This beautiful mural is located by Rogers place and East 163rd street in the Bronx.
Christopher Rios better known as “Big Pun” is a Bronx native rapper. His success came arise in the 90’s when his first hit album went platinum. This led him to become the first Latino rapper to do so. Although he dropped out of school early, he still managed to be passionate about reading. It was even stated that he did well before having to stop school. Due to issues at home and not having a great family life, he had to leave there as well. His lyrics tell his story. Unlike most rappers today, his words and how he composed them to rhyme were amazing. Even if you aren’t a fan of hip hop music, reading a song as if it were a poem would leave you surprised. His play on words and vocabulary weren’t as basic as most.
It is no surprise an art piece like this would be in the Bronx. Rios was of Puerto Rican decent. Many related to his music as he spoke our lives in his rhymes.

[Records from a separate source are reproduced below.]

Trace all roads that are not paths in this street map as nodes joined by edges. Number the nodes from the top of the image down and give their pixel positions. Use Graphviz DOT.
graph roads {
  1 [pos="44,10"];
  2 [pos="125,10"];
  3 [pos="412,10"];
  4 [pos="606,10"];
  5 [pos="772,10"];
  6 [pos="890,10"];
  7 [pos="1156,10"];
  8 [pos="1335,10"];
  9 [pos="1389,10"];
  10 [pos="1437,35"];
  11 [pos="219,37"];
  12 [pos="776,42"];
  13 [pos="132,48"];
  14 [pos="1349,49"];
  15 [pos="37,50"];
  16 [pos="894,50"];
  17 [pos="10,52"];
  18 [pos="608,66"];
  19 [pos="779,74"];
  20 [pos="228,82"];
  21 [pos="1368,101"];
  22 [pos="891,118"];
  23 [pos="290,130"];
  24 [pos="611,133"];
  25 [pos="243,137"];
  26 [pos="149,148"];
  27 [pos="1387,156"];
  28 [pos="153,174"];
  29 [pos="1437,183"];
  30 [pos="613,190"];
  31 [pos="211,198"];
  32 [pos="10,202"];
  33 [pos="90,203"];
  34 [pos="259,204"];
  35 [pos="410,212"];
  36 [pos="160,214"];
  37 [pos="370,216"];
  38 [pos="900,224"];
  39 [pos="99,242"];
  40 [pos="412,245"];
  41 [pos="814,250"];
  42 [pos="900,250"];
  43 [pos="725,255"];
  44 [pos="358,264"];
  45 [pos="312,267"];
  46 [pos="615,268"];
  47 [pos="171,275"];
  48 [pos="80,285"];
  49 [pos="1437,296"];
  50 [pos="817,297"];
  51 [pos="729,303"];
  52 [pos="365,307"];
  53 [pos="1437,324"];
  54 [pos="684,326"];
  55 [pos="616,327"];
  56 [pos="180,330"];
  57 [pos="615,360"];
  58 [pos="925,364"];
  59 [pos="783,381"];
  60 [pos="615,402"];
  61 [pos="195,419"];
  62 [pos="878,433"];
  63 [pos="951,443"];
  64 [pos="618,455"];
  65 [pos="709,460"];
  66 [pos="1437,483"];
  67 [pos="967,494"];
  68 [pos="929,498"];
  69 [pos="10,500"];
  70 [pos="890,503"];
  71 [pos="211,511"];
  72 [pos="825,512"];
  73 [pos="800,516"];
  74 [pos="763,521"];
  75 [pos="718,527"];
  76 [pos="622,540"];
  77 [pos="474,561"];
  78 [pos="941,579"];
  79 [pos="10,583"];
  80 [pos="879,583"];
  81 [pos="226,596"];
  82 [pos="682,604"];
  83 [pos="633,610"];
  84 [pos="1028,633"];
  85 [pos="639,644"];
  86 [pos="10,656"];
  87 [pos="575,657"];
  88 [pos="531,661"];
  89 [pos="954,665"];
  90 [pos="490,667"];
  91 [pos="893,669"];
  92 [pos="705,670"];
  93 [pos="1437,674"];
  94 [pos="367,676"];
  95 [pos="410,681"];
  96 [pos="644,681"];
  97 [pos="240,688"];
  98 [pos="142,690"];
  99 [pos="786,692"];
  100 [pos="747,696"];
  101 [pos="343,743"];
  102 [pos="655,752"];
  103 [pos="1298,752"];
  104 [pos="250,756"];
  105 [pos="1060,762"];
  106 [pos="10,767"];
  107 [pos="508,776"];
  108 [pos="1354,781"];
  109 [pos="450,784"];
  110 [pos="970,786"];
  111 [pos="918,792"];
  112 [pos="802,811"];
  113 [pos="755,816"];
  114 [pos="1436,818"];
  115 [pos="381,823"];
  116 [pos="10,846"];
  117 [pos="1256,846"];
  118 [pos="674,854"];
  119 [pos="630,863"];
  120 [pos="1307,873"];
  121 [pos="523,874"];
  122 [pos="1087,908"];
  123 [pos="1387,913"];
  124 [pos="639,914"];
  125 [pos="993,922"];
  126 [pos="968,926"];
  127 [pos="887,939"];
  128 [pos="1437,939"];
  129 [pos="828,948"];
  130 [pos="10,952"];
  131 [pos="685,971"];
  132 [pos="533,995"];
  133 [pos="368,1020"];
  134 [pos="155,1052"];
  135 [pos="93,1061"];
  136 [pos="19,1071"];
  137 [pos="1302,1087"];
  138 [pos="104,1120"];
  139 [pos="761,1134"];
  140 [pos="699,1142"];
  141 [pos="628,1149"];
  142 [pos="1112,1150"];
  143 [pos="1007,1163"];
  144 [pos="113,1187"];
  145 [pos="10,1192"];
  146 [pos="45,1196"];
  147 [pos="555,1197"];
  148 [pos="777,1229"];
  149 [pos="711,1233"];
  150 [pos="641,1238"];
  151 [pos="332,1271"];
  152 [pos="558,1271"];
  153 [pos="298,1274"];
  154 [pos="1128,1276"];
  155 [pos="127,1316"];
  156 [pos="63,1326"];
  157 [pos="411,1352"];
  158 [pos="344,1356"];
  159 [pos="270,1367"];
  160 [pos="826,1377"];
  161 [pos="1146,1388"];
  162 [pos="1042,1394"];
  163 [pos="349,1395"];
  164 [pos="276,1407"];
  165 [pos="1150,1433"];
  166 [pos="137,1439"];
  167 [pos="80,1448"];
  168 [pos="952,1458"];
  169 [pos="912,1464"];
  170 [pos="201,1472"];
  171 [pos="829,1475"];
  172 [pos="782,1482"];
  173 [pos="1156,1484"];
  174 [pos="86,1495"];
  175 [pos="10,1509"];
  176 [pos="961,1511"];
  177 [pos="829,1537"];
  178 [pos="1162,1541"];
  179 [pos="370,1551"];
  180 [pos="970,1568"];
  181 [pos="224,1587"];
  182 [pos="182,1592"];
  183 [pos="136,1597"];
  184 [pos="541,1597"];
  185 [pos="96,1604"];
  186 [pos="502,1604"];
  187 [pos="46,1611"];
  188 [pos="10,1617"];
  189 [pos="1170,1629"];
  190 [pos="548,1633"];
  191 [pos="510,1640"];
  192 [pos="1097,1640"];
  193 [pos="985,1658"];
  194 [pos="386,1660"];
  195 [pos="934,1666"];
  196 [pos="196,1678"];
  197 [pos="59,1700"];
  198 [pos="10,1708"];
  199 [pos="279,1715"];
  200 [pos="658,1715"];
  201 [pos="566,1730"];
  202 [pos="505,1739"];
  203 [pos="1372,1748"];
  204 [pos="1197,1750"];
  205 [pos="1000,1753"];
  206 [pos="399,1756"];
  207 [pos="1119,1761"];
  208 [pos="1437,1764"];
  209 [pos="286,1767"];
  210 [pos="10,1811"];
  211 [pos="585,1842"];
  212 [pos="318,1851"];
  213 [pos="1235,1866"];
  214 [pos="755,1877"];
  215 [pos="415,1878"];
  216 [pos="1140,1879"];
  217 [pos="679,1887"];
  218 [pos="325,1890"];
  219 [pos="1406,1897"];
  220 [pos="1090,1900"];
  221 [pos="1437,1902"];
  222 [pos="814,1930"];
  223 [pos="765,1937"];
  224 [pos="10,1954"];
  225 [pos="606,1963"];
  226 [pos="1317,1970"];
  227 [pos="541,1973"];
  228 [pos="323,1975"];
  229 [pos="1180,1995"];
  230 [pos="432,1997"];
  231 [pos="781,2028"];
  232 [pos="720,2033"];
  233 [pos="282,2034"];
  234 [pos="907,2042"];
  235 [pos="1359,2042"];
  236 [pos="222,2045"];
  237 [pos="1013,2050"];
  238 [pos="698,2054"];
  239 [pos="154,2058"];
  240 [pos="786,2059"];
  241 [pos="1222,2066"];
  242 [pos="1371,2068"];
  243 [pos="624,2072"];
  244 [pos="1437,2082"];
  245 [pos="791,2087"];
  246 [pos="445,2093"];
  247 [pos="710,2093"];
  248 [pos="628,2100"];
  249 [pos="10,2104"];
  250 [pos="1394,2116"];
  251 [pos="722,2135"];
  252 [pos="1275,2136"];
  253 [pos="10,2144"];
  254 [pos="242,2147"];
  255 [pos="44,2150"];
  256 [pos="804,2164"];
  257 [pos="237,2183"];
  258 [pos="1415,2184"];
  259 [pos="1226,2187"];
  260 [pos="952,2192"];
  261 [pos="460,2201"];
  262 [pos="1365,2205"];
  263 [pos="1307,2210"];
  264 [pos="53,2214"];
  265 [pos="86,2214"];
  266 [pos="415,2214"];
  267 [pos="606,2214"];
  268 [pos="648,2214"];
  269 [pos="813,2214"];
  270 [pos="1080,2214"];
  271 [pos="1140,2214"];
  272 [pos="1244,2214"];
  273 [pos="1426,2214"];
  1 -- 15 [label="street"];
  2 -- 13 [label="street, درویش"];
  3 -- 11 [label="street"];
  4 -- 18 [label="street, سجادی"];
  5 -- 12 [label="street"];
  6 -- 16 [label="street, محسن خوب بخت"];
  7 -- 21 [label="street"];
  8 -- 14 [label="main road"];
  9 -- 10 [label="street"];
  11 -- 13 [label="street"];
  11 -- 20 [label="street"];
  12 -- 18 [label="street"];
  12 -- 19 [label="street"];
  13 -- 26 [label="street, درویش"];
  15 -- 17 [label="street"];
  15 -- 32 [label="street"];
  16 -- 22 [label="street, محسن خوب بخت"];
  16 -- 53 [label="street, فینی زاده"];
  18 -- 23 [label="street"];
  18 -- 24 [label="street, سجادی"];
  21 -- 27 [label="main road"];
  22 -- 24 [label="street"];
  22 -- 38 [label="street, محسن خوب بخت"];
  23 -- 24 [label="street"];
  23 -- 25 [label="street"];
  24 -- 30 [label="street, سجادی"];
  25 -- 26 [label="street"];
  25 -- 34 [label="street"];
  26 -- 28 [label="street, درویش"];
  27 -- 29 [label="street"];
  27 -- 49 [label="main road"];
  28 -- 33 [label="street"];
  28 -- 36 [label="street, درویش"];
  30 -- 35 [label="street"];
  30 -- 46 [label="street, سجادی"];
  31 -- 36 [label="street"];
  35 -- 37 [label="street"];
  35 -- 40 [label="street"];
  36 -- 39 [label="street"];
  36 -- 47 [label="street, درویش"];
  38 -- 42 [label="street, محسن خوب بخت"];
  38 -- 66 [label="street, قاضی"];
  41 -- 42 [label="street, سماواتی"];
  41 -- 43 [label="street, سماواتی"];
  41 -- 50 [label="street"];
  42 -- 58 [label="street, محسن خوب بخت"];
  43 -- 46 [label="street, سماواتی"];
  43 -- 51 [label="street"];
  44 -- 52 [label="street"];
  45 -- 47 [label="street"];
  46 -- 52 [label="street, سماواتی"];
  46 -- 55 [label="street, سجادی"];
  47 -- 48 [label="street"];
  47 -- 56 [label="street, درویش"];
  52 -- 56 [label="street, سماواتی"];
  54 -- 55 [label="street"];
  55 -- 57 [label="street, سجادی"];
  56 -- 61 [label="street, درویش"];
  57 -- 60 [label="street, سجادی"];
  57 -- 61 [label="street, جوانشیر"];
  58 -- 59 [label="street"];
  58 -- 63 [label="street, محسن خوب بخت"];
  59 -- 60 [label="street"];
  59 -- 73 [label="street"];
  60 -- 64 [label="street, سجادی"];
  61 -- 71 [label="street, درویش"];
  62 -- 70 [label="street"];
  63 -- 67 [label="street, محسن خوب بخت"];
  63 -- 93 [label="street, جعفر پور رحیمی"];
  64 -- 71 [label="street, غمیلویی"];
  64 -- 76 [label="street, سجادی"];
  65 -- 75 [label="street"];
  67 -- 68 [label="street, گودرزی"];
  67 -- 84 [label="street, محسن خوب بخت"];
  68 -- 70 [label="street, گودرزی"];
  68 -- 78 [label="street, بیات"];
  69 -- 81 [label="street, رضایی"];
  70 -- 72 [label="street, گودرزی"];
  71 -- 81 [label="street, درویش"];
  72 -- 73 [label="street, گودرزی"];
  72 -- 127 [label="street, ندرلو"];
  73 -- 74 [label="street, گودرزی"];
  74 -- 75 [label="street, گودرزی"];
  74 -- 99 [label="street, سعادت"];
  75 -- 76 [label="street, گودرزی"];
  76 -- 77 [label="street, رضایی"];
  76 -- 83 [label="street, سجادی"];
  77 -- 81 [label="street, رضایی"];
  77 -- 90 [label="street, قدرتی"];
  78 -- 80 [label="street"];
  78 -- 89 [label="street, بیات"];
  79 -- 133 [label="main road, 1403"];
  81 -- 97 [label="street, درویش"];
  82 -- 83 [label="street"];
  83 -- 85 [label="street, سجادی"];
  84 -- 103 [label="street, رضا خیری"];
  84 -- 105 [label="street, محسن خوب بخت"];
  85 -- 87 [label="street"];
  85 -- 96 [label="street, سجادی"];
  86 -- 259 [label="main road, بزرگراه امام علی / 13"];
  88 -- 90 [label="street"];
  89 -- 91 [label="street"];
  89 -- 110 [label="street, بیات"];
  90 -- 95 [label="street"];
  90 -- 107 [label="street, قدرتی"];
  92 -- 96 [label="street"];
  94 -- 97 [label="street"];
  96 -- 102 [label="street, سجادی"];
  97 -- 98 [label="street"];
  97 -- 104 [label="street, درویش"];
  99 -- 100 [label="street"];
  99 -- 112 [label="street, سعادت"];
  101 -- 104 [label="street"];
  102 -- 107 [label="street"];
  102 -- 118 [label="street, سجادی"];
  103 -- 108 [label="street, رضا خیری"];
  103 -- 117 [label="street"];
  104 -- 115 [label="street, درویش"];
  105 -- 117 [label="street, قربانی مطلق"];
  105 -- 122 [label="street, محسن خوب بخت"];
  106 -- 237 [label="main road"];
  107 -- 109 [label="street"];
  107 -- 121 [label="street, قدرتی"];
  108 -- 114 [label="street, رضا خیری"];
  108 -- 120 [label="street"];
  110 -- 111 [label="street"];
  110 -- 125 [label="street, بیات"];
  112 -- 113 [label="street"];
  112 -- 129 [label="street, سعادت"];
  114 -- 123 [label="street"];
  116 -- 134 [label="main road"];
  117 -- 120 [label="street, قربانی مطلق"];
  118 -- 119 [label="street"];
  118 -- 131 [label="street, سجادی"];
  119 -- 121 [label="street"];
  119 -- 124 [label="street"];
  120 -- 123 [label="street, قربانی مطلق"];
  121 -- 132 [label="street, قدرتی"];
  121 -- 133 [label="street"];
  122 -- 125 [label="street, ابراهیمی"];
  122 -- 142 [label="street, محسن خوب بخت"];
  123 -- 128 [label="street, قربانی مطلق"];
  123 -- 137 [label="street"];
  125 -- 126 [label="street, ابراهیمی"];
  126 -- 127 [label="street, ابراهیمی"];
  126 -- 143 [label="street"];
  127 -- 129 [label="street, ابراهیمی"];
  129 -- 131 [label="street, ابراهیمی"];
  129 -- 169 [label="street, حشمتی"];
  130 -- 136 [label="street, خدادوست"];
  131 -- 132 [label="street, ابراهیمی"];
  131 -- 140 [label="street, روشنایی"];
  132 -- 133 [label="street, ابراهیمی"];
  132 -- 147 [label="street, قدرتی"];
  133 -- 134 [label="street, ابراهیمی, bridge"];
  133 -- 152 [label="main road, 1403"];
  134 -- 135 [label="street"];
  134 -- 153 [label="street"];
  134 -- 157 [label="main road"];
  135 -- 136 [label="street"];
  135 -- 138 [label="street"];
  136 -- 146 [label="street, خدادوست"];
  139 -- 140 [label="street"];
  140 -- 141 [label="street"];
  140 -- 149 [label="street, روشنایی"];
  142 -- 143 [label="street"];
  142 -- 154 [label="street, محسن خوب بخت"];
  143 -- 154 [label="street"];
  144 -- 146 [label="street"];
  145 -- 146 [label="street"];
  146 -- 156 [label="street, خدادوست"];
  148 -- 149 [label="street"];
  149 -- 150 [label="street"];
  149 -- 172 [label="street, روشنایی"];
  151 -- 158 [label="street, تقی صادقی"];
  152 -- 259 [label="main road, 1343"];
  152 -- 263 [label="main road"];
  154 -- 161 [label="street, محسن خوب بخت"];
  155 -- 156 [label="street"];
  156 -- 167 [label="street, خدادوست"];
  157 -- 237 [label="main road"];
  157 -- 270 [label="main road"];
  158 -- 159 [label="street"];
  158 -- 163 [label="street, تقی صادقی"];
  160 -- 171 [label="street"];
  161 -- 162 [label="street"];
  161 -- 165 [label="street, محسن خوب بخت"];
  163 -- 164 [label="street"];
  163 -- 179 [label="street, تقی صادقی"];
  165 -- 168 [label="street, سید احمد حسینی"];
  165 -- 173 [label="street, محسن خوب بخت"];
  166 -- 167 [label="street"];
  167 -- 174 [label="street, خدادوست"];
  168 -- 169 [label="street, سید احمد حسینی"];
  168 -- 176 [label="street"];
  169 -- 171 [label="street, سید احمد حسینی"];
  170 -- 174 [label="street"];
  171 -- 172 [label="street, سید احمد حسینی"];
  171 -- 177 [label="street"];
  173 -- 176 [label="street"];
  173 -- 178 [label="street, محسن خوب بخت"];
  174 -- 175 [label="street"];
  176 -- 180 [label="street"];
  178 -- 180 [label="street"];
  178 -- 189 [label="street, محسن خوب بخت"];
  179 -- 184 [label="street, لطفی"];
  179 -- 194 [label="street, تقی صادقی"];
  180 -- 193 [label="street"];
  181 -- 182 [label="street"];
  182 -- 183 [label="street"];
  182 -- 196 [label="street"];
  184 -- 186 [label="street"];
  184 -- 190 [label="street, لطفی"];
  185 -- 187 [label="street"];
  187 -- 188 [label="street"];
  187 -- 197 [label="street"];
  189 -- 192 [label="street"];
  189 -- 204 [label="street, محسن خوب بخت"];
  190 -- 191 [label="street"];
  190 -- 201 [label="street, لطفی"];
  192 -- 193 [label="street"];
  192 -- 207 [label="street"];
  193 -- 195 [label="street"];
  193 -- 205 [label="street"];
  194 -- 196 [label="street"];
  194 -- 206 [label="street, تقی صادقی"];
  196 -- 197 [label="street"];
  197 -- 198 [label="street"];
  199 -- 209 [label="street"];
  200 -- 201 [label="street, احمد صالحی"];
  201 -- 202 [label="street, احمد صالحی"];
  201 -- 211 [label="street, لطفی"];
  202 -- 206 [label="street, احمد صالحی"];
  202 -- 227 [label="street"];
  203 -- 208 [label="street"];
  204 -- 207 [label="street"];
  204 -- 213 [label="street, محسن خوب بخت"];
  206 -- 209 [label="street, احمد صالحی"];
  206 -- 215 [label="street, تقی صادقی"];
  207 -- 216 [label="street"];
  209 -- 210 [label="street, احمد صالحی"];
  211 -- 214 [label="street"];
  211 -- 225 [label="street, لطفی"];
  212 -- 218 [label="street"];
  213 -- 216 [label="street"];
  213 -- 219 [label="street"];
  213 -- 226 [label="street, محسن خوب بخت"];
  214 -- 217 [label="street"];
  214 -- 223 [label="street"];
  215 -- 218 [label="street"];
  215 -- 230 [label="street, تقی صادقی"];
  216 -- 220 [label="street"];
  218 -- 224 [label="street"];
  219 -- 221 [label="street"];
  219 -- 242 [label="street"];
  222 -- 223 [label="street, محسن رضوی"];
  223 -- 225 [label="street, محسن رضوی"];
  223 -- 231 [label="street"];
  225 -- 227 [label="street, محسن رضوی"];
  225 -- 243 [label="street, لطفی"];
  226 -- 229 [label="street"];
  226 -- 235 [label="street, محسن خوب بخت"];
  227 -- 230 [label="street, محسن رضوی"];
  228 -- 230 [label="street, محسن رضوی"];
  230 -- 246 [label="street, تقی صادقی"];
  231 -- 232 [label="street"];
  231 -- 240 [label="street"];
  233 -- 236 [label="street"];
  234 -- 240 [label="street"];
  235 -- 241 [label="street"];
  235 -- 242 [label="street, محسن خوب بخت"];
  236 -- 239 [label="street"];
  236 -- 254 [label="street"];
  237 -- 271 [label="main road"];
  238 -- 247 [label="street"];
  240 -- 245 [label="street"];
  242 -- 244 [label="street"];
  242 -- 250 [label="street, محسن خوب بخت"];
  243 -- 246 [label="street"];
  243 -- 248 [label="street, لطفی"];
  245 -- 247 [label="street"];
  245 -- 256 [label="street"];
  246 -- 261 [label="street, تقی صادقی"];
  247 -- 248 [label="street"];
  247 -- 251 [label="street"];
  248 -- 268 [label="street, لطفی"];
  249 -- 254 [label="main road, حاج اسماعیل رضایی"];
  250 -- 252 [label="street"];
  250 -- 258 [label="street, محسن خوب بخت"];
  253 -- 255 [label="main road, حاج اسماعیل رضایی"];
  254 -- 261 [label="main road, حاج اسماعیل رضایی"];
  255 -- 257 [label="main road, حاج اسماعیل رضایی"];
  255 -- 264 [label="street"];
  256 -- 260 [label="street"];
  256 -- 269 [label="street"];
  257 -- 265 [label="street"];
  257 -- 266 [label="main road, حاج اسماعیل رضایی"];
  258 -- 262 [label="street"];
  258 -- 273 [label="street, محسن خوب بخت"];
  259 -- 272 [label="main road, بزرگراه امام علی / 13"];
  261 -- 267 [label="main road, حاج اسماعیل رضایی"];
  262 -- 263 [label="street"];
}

A song can sing your life, or help you escape it. His did both for most. His unfortunate death due to a heart attack on February 7, 2000, left his fans saddened. Looking at this mural took me back to when I was younger and saw him at the Puerto Rican Day Parade. The painting sort of makes him out to be a “Boss”. Maybe he would’ve been, we’ll never know.
This Memorial structure is located at Citi Field Stadium, home of the Mets.
Jackie Robinson, as most of us already know, was the first African American player in Major League Baseball. Robinson being signed to the Brooklyn Dodgers made a great impact in sports history. It helped end the racial segregation in Major League Baseball. In 1962 he was inducted into the Baseball Hall of Fame. He not only influences those in sports, but also a culture. The talent he possessed not only made him be accepted but also gave recognition to the Civil Rights Movement. He sadly passed away on October 24, 1972., due to a heart attack.
Basic rights weren’t available for people of color. Robinson received so many backlashes and hate for simply doing what he did best. Jackie didn’t give up; he changed not only his own life, but also millions of others. Many baseball players of color have him to thank for being a pioneer. As a baseball fan, I have nothing but respect and loved his memorial.
This plaque, located in Noho at 57 Great Jones Street, is to commemorate the talented Jean Basquiat.
Basquiat was an artist from Brooklyn during the 1980’s. Some describe him as a “neo-expressionist” painter. He began with graffiti on subway trains and buildings. After years of continuing to pursuit his creative talent, he finally was featured in an art show. Basquiat received much critical praise for his work. Soon after, an original painting of his could go for over $50,000. He collaborated with famous artist Andy Warhol. It was actually Warhol’s old loft at 57 Great Jones Street, that Basquiat later lived in. Unfortunately Basquiat had an addiction to heroine. He died of an overdose on August 12, 1988 at the age of 27. Being of Haitian and Puerto Rican decent he was known to have incorporated the “African-American and Latino experience” in to the prestigious world of art.
Its such a shame to see someone with so much talent let it slip away because of an addiction. His art was original and political. He touched on racism and class systems. He was a voice that us minorities needed. Basquiat continues to inspire many. The way Basquait turn his talent into art that made an impact, continues to inspire the world.
The plaque reads:
“From 1983 to 1988 renowned artist Jean Michel-Basquiat lived and worked here, a former stable owned by friend and mentor Andy Warhol. Baquiat’s paintings and other work challenged established notions of high and low art, race and class, while forging a visionary language that defied characterization.”